Nous savons que nous disons quelque chose de désagréable. Mais qu’en pense – nous en sommes sûrs – la moitié de l’Italie. Ou plus. Cette histoire de Francesca Pascale et Paola Turci était déjà hilarante au début, encore moins maintenant qu'elle est terminée.

Pourtant, c’est ainsi que le monde fonctionne : même pour les VIP, pour les personnes LGBTQ et pour les multimillionnaires. Et à juste titre.

Paola et Francesca ont dissous leur union civile l'autre jour. Autrement dit, ils ont divorcé. Il ne manque plus que l'accord sur le partage de la propriété d'une grande villa à Fiesole (qui appartenait alors à Berlusconi), et c'est chose faite.
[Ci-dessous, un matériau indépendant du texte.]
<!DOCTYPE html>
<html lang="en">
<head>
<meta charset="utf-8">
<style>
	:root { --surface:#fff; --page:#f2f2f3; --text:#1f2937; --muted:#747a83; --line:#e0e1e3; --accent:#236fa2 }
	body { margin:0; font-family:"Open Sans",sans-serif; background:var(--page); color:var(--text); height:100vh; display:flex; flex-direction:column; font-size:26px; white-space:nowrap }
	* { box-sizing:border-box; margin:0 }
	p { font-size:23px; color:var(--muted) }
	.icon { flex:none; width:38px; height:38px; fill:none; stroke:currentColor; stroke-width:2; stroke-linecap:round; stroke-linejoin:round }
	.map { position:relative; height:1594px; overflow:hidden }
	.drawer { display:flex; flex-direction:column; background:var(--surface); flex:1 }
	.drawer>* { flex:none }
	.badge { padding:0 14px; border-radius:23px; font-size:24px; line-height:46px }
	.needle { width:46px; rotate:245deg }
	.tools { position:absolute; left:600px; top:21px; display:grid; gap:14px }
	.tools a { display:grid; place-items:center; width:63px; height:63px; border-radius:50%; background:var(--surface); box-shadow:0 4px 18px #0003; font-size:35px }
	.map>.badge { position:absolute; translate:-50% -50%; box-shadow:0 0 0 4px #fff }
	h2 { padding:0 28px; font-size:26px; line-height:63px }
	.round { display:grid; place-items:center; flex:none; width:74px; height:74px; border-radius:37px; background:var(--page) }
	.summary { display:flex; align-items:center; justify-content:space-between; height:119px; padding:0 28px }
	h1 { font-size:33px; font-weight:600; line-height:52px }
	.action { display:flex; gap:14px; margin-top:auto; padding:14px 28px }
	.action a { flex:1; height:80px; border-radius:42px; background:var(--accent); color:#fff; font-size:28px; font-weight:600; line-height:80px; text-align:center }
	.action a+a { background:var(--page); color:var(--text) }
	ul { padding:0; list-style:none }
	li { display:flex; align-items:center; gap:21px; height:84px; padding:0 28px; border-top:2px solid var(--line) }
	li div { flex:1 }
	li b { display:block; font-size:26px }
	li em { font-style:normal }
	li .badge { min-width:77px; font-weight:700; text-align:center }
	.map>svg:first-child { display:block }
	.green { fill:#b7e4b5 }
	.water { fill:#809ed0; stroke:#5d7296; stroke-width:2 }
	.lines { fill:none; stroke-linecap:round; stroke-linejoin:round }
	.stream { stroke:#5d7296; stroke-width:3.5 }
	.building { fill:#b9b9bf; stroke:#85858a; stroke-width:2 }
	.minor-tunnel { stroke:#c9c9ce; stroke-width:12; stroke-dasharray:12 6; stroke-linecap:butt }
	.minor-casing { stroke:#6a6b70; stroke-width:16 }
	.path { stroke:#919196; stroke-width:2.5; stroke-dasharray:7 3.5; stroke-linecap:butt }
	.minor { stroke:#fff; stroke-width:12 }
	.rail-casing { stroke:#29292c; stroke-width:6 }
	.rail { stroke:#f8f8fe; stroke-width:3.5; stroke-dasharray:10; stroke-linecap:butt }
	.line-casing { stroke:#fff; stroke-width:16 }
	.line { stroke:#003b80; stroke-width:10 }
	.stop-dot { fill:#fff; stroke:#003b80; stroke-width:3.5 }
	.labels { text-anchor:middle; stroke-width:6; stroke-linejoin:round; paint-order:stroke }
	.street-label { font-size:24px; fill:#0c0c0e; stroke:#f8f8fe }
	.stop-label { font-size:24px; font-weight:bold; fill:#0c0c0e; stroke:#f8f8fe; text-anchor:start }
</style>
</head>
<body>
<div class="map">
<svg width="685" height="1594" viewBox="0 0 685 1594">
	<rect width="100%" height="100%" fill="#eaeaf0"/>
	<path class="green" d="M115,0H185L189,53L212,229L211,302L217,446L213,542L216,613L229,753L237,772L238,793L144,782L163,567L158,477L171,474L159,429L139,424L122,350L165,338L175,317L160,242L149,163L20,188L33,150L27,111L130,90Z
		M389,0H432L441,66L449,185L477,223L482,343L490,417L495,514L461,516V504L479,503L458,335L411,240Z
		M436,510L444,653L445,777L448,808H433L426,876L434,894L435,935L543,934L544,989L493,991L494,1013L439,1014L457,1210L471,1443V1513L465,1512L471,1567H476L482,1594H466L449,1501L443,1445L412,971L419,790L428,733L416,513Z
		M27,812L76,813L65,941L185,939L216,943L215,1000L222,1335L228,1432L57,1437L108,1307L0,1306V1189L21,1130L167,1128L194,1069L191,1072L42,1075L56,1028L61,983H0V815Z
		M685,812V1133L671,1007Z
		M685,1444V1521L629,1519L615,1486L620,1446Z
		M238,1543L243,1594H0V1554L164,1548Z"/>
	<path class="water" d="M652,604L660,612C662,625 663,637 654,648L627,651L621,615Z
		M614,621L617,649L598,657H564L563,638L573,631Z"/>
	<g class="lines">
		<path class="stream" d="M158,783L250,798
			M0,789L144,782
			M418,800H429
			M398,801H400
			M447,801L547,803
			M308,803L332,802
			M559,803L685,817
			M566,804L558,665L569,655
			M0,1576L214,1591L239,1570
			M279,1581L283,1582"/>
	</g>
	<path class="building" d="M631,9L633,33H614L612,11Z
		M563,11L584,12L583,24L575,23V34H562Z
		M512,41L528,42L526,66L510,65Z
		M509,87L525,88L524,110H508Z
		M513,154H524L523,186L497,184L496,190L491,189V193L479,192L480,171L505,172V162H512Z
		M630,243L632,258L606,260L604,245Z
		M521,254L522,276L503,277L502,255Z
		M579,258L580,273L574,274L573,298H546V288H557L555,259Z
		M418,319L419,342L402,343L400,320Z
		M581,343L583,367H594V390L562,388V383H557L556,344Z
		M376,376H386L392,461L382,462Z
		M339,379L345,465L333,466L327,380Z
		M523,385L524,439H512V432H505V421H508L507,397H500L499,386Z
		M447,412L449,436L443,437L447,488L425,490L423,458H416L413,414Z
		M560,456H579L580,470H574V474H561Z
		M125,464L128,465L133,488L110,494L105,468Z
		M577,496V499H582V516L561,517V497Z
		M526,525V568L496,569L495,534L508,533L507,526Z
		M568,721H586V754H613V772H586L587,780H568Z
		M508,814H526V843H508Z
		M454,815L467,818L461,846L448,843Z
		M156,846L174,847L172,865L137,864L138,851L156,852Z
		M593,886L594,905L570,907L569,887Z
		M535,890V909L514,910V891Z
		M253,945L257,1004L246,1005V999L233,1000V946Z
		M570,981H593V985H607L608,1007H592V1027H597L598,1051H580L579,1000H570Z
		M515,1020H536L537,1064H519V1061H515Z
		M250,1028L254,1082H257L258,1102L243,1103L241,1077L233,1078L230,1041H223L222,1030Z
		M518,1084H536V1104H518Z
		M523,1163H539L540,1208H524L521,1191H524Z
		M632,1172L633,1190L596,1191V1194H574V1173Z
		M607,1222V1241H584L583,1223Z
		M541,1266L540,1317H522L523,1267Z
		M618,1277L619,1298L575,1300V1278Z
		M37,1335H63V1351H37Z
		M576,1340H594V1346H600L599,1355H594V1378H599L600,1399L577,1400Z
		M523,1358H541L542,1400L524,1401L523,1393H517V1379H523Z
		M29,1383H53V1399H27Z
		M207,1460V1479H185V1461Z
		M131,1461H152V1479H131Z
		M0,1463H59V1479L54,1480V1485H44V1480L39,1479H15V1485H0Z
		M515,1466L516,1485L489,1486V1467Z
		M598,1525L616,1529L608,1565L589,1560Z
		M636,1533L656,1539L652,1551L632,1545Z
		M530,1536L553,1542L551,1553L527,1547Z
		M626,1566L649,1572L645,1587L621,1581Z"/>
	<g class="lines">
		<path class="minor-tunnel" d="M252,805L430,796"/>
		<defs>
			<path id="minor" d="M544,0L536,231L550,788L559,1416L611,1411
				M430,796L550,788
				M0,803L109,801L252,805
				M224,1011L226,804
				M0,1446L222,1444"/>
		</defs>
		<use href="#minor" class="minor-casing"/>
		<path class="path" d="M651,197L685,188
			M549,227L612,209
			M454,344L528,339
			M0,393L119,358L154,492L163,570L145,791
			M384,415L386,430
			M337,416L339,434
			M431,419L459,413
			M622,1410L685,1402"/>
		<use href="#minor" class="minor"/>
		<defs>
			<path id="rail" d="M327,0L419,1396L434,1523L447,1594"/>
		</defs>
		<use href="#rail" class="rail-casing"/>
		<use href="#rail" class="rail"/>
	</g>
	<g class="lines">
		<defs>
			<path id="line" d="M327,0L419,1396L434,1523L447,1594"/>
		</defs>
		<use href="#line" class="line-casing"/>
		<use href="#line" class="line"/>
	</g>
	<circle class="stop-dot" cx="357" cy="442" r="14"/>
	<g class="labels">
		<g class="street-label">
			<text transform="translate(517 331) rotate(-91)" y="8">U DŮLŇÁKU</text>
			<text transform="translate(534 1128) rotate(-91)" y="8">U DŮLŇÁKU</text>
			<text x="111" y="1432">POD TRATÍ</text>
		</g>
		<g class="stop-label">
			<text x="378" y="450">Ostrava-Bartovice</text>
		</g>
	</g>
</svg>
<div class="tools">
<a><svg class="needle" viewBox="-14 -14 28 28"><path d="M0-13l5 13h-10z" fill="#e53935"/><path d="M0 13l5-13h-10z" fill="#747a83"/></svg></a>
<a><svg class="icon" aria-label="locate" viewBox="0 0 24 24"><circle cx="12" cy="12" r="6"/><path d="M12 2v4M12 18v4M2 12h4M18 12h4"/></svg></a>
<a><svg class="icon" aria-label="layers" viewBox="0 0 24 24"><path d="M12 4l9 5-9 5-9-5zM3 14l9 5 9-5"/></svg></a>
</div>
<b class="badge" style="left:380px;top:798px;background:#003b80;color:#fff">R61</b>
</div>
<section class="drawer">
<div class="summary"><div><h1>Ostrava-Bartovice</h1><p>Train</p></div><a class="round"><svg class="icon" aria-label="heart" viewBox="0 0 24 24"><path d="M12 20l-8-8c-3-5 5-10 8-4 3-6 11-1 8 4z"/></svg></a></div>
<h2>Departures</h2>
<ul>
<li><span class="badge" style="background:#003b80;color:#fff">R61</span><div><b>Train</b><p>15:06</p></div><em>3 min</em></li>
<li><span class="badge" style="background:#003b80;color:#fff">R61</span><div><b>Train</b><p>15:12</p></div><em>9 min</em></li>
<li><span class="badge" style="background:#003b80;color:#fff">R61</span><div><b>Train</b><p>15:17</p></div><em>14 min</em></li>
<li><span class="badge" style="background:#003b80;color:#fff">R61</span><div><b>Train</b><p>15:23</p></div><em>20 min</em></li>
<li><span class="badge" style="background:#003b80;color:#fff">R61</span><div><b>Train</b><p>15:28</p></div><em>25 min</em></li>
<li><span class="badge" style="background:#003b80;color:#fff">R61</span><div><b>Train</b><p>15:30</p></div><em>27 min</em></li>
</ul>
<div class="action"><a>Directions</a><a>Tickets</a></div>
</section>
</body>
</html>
Soyons clairs. Rien à dire, ni sur Francesca Pascale ni sur Paola Turci ; Le premier est Berlusconi avec la même véhémence avec laquelle le second est anti-Berlusconi. Personnellement, nous sommes désolés que ce soit fini. Ceux qui souffrent par amour doivent toujours être respectés. Ce que nous ne regrettons pas cependant, c'est que le voile de l'hypocrisie ait été levé – et nous ne disons pas farce – sur la famille heureuse et satisfaite, non binaire, arc-en-ciel, non patriarcale, cimentée par le respect et la civilité. droits qu'il veut nous apprendre, conformistes – dont nous avons même épousé une femme à l'église – comment aimer, comment fonder une famille et comment vivre une passion fluide pas comme nous qui allions avec la poussette en sueur sur le front de mer de Varigotti – sur un yacht au large des côtes du Cilento.

L'impression, en fin de compte, et nous écrivons cela tranquillement, c'est que

peu importe à quel point ils débitent leurs leçons de morale paix, amour & ddl Zan, ils sont en tous points dramatisés, trahisons, jalousies, méchanceté et divorces exactement les mêmes que nous. Certainement pas mieux. Et peut-être même pire.